* _ENTRIES SUPPLIED_:
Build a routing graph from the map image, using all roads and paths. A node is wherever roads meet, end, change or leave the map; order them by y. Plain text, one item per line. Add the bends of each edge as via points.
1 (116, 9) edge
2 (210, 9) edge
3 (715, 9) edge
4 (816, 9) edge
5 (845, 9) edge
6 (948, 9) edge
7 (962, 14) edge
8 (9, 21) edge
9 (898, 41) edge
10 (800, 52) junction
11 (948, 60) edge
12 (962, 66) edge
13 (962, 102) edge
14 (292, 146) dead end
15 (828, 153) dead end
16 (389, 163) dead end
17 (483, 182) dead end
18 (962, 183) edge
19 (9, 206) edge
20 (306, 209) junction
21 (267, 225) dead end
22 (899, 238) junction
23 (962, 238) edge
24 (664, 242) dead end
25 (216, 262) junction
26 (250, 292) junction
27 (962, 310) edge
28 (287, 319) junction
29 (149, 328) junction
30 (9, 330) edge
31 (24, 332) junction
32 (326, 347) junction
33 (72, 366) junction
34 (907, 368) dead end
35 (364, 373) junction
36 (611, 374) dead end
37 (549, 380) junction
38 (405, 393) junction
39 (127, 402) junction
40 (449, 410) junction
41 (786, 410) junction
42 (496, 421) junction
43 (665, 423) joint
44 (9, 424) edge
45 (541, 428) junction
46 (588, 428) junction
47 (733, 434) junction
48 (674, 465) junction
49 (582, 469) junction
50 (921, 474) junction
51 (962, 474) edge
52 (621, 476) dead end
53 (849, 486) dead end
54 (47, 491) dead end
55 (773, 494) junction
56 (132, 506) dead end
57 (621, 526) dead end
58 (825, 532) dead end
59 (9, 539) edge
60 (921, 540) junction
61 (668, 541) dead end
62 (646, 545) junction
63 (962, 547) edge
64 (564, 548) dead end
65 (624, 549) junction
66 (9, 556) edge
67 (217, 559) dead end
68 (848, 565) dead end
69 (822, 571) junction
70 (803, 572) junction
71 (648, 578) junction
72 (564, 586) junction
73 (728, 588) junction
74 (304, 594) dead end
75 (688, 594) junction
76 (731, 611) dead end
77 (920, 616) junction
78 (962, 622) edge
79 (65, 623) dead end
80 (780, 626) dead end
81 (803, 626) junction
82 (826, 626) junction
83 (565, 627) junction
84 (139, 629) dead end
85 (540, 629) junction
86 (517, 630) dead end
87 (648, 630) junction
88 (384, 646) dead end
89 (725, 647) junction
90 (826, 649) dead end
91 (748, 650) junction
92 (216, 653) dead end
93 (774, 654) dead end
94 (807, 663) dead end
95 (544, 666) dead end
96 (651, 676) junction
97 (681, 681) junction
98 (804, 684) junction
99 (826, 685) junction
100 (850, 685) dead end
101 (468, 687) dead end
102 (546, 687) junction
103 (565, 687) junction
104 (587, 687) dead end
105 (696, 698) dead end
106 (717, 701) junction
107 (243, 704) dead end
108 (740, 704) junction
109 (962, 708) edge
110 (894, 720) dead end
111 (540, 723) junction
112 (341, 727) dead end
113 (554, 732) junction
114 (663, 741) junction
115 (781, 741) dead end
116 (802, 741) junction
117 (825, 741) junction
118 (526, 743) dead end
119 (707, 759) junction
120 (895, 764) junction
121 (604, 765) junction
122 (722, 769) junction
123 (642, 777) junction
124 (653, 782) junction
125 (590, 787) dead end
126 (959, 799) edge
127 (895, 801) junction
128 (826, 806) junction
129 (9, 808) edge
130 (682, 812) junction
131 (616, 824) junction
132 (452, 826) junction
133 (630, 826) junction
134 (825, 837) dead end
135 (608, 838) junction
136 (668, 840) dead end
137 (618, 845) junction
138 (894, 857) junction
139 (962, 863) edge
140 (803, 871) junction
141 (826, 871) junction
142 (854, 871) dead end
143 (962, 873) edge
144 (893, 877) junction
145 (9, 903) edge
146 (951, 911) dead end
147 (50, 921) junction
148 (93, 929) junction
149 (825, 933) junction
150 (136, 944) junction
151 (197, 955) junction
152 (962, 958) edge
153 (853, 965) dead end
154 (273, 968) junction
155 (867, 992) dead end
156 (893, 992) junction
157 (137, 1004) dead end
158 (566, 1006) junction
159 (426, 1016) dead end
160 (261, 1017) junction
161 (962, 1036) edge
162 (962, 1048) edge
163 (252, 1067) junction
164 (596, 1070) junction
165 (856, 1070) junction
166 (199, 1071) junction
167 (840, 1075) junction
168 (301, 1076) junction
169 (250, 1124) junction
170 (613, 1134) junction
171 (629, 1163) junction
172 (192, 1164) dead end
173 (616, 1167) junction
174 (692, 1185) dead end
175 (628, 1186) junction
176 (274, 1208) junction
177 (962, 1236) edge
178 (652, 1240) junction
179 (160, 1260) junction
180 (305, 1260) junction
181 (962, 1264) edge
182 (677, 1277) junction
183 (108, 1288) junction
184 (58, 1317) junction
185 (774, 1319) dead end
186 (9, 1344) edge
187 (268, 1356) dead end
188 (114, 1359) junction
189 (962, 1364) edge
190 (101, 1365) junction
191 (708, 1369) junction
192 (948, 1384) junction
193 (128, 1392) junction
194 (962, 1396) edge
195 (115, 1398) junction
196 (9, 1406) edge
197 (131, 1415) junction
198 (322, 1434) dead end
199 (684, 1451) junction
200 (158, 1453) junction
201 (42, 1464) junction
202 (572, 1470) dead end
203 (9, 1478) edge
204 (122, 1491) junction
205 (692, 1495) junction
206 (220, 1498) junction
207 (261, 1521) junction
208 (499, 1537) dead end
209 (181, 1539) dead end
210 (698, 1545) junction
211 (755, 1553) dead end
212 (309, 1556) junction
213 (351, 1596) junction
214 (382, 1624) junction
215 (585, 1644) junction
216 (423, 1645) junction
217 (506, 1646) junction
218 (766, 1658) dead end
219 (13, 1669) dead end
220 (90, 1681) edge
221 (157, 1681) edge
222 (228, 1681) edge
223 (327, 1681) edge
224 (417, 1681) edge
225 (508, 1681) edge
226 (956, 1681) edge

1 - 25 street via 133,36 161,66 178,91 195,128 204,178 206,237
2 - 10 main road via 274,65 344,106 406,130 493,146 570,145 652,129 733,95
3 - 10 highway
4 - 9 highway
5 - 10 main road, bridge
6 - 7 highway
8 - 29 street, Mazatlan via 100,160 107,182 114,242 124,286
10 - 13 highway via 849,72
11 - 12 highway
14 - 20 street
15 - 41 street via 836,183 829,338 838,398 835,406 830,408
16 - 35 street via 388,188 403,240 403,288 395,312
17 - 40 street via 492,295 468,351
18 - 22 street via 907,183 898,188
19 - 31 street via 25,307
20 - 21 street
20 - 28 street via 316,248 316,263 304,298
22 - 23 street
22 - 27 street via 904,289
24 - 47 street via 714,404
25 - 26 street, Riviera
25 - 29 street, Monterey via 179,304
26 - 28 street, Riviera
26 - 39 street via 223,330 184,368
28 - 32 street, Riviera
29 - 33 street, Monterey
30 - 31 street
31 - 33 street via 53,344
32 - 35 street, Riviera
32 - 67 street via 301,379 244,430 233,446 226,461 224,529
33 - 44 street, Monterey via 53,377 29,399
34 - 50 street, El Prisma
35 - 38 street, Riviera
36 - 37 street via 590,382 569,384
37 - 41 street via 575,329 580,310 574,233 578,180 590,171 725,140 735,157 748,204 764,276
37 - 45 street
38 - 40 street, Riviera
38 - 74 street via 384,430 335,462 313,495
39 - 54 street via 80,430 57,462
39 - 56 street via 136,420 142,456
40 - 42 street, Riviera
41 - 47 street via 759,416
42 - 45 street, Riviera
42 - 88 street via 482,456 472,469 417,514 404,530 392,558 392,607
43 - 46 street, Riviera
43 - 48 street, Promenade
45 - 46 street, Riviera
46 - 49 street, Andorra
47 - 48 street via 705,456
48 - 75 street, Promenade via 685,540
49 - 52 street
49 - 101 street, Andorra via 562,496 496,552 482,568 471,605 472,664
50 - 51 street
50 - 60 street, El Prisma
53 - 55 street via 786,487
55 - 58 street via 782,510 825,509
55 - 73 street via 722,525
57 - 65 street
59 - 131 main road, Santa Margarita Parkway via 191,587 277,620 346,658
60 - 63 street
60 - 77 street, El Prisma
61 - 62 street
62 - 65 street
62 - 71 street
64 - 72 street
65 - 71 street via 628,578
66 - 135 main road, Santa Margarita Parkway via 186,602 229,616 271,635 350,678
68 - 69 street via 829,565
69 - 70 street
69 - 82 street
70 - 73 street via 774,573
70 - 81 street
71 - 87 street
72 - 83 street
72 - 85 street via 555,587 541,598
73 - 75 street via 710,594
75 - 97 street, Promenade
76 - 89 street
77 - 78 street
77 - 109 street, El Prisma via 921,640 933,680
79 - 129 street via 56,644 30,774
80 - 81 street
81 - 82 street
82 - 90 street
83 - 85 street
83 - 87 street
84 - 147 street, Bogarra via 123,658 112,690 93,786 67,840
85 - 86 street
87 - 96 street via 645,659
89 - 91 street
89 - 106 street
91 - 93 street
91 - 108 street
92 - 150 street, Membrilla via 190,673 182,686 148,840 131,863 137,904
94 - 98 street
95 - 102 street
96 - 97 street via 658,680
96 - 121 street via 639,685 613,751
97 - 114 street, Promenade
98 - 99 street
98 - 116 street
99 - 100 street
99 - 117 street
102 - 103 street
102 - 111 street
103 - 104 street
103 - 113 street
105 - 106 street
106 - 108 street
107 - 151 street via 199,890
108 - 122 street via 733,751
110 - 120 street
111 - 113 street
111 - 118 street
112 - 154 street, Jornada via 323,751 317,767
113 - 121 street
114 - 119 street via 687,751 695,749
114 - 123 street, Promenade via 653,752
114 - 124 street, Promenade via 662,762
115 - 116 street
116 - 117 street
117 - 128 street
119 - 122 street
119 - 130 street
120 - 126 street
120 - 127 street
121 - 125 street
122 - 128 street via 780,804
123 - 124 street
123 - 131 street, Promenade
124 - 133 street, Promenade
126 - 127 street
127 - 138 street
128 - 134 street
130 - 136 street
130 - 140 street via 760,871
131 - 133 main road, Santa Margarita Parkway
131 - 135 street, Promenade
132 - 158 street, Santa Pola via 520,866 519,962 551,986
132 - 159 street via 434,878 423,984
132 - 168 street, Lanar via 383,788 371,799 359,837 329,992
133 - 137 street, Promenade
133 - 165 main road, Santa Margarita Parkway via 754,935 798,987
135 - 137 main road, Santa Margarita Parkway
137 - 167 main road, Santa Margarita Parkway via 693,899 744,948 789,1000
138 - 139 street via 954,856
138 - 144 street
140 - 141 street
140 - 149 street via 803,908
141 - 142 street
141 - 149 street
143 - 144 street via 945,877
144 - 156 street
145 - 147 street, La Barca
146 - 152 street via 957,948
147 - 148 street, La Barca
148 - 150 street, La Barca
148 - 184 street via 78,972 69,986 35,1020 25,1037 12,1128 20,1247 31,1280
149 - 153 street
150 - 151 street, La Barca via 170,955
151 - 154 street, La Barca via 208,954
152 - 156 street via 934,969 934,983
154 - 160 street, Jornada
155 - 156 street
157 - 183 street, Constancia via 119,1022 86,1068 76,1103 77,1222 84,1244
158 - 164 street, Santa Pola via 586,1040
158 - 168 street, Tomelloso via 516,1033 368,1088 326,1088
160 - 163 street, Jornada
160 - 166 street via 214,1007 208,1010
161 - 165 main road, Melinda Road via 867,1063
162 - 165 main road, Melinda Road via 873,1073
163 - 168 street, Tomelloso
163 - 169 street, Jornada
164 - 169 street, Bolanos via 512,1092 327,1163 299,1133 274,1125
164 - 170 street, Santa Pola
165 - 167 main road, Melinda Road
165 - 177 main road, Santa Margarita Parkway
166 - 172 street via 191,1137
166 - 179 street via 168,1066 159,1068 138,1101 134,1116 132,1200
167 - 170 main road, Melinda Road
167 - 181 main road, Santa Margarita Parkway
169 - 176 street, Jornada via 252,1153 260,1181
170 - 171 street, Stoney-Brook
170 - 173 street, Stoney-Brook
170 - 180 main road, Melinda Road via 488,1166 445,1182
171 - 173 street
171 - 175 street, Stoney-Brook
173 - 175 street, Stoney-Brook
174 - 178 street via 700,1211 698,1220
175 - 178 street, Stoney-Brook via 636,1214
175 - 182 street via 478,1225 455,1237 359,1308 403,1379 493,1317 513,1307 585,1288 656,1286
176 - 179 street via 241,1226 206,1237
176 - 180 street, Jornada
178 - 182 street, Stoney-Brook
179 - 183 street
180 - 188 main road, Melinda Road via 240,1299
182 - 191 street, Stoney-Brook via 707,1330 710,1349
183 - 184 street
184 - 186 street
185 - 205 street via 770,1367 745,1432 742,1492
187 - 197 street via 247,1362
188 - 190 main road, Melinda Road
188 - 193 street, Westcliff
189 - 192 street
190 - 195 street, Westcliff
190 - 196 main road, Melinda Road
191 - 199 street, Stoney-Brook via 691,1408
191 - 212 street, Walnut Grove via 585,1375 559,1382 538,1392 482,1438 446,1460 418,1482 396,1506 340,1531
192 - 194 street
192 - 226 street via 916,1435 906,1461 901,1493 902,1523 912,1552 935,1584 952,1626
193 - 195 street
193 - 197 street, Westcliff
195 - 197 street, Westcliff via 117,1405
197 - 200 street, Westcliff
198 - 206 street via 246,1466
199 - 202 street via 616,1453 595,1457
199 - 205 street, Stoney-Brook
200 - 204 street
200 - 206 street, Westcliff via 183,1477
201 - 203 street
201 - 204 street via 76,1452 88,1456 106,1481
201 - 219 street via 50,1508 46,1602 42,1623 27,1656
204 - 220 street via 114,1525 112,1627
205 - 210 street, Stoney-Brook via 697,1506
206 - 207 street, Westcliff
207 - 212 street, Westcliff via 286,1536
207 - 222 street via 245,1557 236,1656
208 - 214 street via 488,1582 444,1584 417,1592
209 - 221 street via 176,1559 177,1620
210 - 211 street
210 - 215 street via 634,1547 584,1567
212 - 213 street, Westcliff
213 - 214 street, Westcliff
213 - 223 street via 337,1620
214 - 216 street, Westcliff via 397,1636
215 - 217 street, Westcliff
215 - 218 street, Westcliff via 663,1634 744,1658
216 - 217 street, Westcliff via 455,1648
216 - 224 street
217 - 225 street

* _WORK TO BE COMPLETED_: Each line of the data that holds "Pola" should be reported.

* _TASK RESPONSE_:
132 - 158 street, Santa Pola via 520,866 519,962 551,986
158 - 164 street, Santa Pola via 586,1040
164 - 170 street, Santa Pola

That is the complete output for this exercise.